La défense de Rodrigo Duterte a placé une demande auprès de la Cour pénale internationale (CPI) pour faire appel de la décision de confirmation des chefs d'accusations qui ouvre la voie à un procès visant l'ancien président philippin, a annoncé jeudi la CPI.
La CPI, qui siège à La Haye, a confirmé la semaine dernière les chefs d'accusations de crimes contre l'humanité à l'encontre de l'ex-dirigeant philippin, présumément commis pendant sa "guerre contre la drogue".
Les procureurs ont inculpé l'ancien homme fort de Manille, âgé de 81 ans, de trois chefs d'accusation pour crimes contre l'humanité, lui reprochant d'être impliqué dans au moins 76 meurtres liés à sa "guerre contre la drogue" qui aurait fait plusieurs milliers de victimes.
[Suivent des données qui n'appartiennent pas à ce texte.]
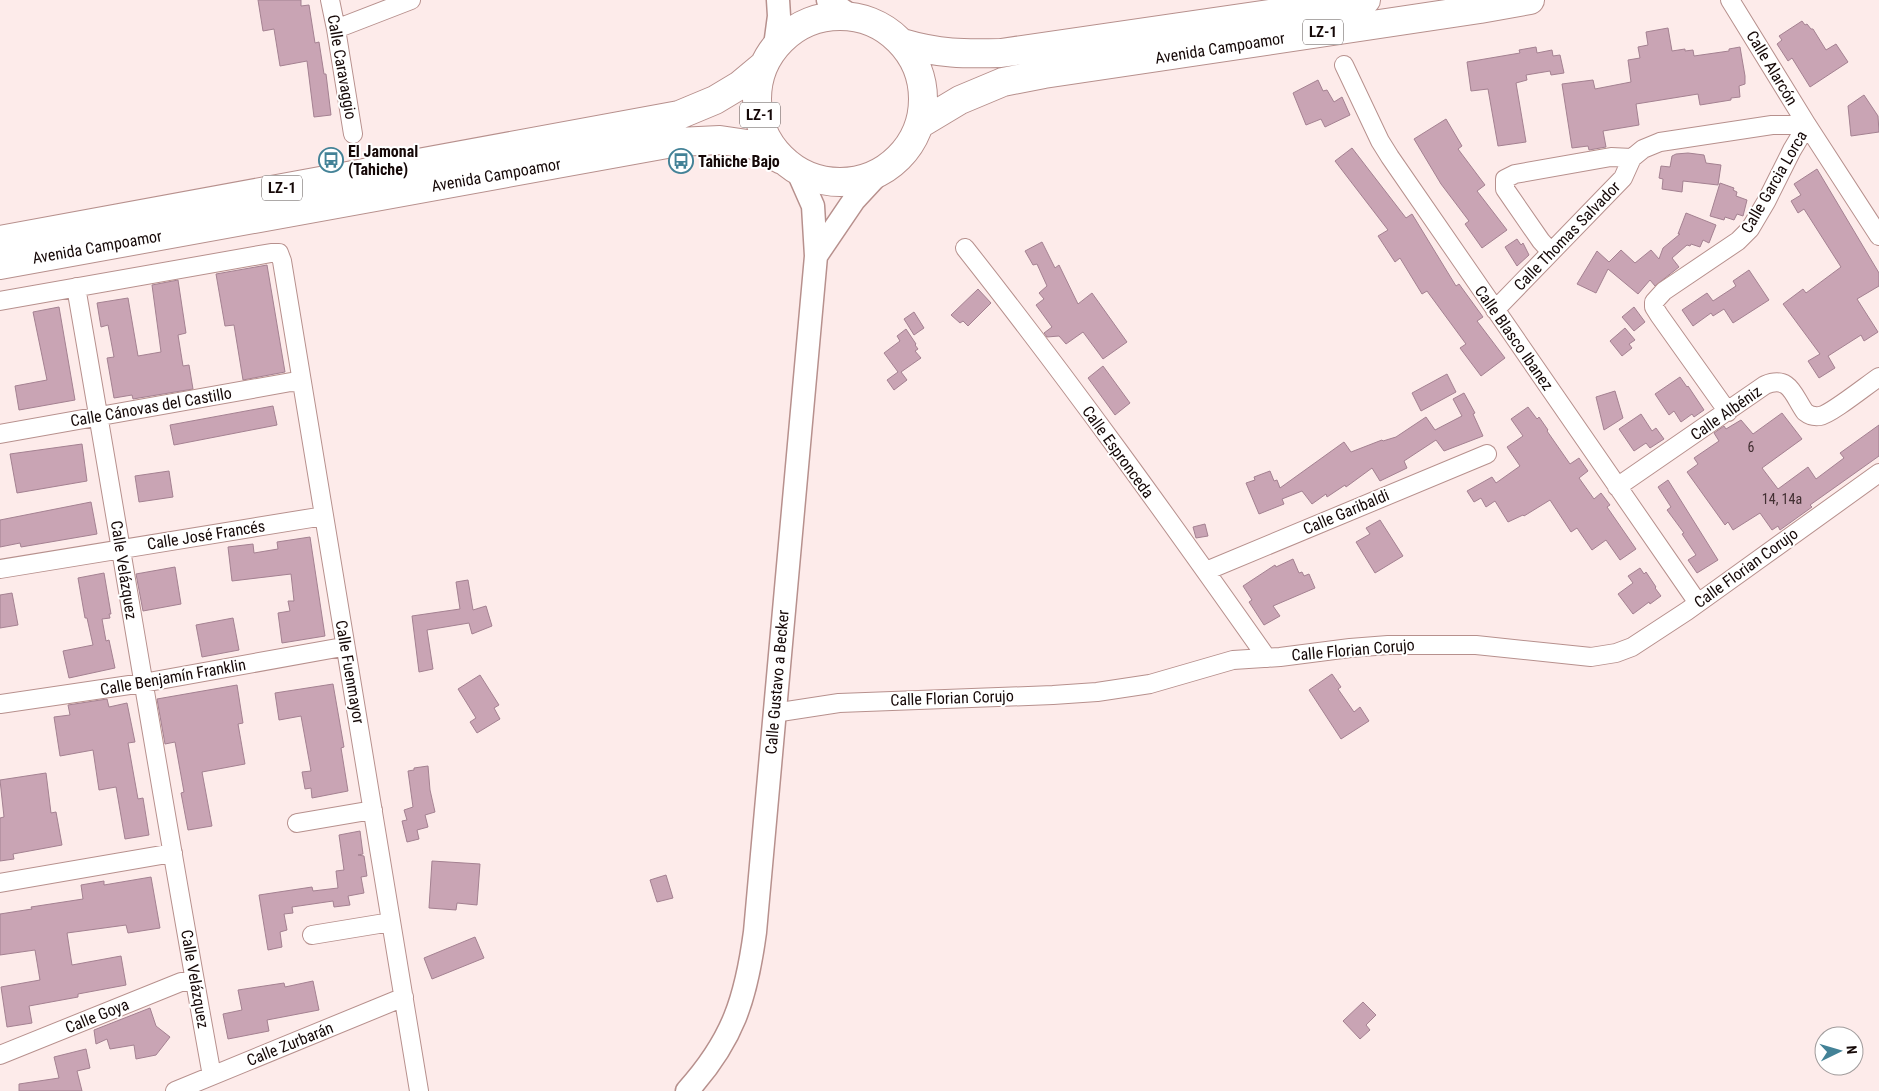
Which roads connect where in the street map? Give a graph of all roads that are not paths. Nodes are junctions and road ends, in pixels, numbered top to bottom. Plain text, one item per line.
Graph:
1 (330, 0) edge
2 (411, 0) edge
3 (778, 0) edge
4 (828, 0) edge
5 (1366, 0) edge
6 (1530, 0) edge
7 (1730, 0) edge
8 (852, 16) junction
9 (336, 29) junction
10 (902, 44) junction
11 (769, 56) junction
12 (1344, 65) dead end
13 (920, 124) junction
14 (1807, 125) junction
15 (353, 134) dead end
16 (1632, 158) junction
17 (790, 166) junction
18 (879, 174) junction
19 (271, 216) junction
20 (0, 227) edge
21 (58, 229) junction
22 (1879, 236) edge
23 (0, 240) edge
24 (965, 248) dead end
25 (1551, 252) junction
26 (816, 256) junction
27 (0, 265) edge
28 (0, 278) edge
29 (76, 287) junction
30 (0, 301) edge
31 (1495, 310) junction
32 (1879, 377) edge
33 (302, 383) junction
34 (1728, 412) junction
35 (98, 417) junction
36 (0, 434) edge
37 (1486, 454) dead end
38 (1879, 473) edge
39 (1618, 487) junction
40 (324, 516) junction
41 (121, 549) junction
42 (0, 569) edge
43 (1206, 571) junction
44 (1698, 603) junction
45 (346, 648) junction
46 (1267, 658) junction
47 (143, 683) junction
48 (0, 704) edge
49 (774, 712) junction
50 (373, 810) junction
51 (297, 823) dead end
52 (173, 853) junction
53 (0, 883) edge
54 (391, 922) junction
55 (312, 935) dead end
56 (195, 982) junction
57 (404, 997) junction
58 (0, 1055) edge
59 (212, 1076) junction
60 (175, 1091) edge
61 (419, 1091) edge
62 (687, 1091) edge

1 - 9 street, Calle Caravaggio
2 - 9 street
3 - 11 street
4 - 8 street
5 - 10 highway, Avenida Campoamor / LZ-1
6 - 13 highway, Avenida Campoamor / LZ-1
7 - 14 street, Calle Alarcón
8 - 10 highway, LZ-1
8 - 11 highway, LZ-1
9 - 15 street, Calle Caravaggio
10 - 13 highway, LZ-1
11 - 17 highway, LZ-1
11 - 21 highway, Avenida Campoamor / LZ-1
12 - 31 street, Calle Blasco Ibanez
13 - 18 highway, LZ-1
14 - 16 street
14 - 22 street, Calle Alarcón
14 - 34 street, Calle Garcia Lorca
16 - 25 street, Calle Thomas Salvador
16 - 25 street, Calle Thomas Salvador
17 - 18 highway, LZ-1
17 - 19 highway, Avenida Campoamor / LZ-1
17 - 26 street, Calle Gustavo a Becker
18 - 26 street, Calle Gustavo a Becker
19 - 27 highway, Avenida Campoamor / LZ-1
19 - 28 highway
20 - 21 highway
21 - 23 highway, Avenida Campoamor / LZ-1
24 - 43 street, Calle Espronceda
25 - 31 street, Calle Thomas Salvador
26 - 49 street, Calle Gustavo a Becker
29 - 30 street
29 - 33 street, Calle Fuenmayor
29 - 35 street, Calle Velázquez
31 - 39 street, Calle Blasco Ibanez
32 - 34 street, Calle Albéniz
33 - 35 street, Calle Cánovas del Castillo
33 - 40 street, Calle Fuenmayor
34 - 39 street, Calle Albéniz
35 - 36 street, Calle Cánovas del Castillo
35 - 41 street, Calle Velázquez
37 - 43 street, Calle Garibaldi
38 - 44 street, Calle Florian Corujo
39 - 44 street, Calle Blasco Ibanez
40 - 41 street, Calle José Francés
40 - 45 street, Calle Fuenmayor
41 - 42 street, Calle José Francés
41 - 47 street, Calle Velázquez
43 - 46 street, Calle Espronceda
44 - 46 street, Calle Florian Corujo
45 - 47 street, Calle Benjamín Franklin
45 - 50 street, Calle Fuenmayor
46 - 49 street, Calle Florian Corujo
47 - 48 street, Calle Benjamín Franklin
47 - 52 street, Calle Velázquez
49 - 62 street, Calle Gustavo a Becker
50 - 51 street
50 - 54 street, Calle Fuenmayor
52 - 53 street
52 - 56 street, Calle Velázquez
54 - 55 street
54 - 57 street, Calle Fuenmayor
56 - 58 street, Calle Goya
56 - 59 street, Calle Velázquez
57 - 59 street, Calle Zurbarán
57 - 61 street, Calle Fuenmayor
59 - 60 street, Calle Zurbarán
A la suite d'une semaine d'audience en février, les juges de la phase préliminaire ont conclu qu'il existait "des motifs sérieux de croire" que M. Duterte est responsable de ces crimes.
La défense reproche à la chambre préliminaire de la Cour d'avoir adopté "une approche +flexible+ inadmissible dans la formulation des chefs d'accusation" et de ne pas avoir exposé de preuves justifiant dans le fond la confirmation des charges.
M. Duterte sera le premier ancien chef d'Etat asiatique à comparaître devant la CPI, qui juge les individus pour les crimes les plus graves au monde, tels que les crimes de guerre et les crimes contre l'humanité.
Si la CPI a déjà annoncé avoir constitué un collège de trois juges, il faudra cependant probablement attendre plusieurs mois avant que le procès ne débute.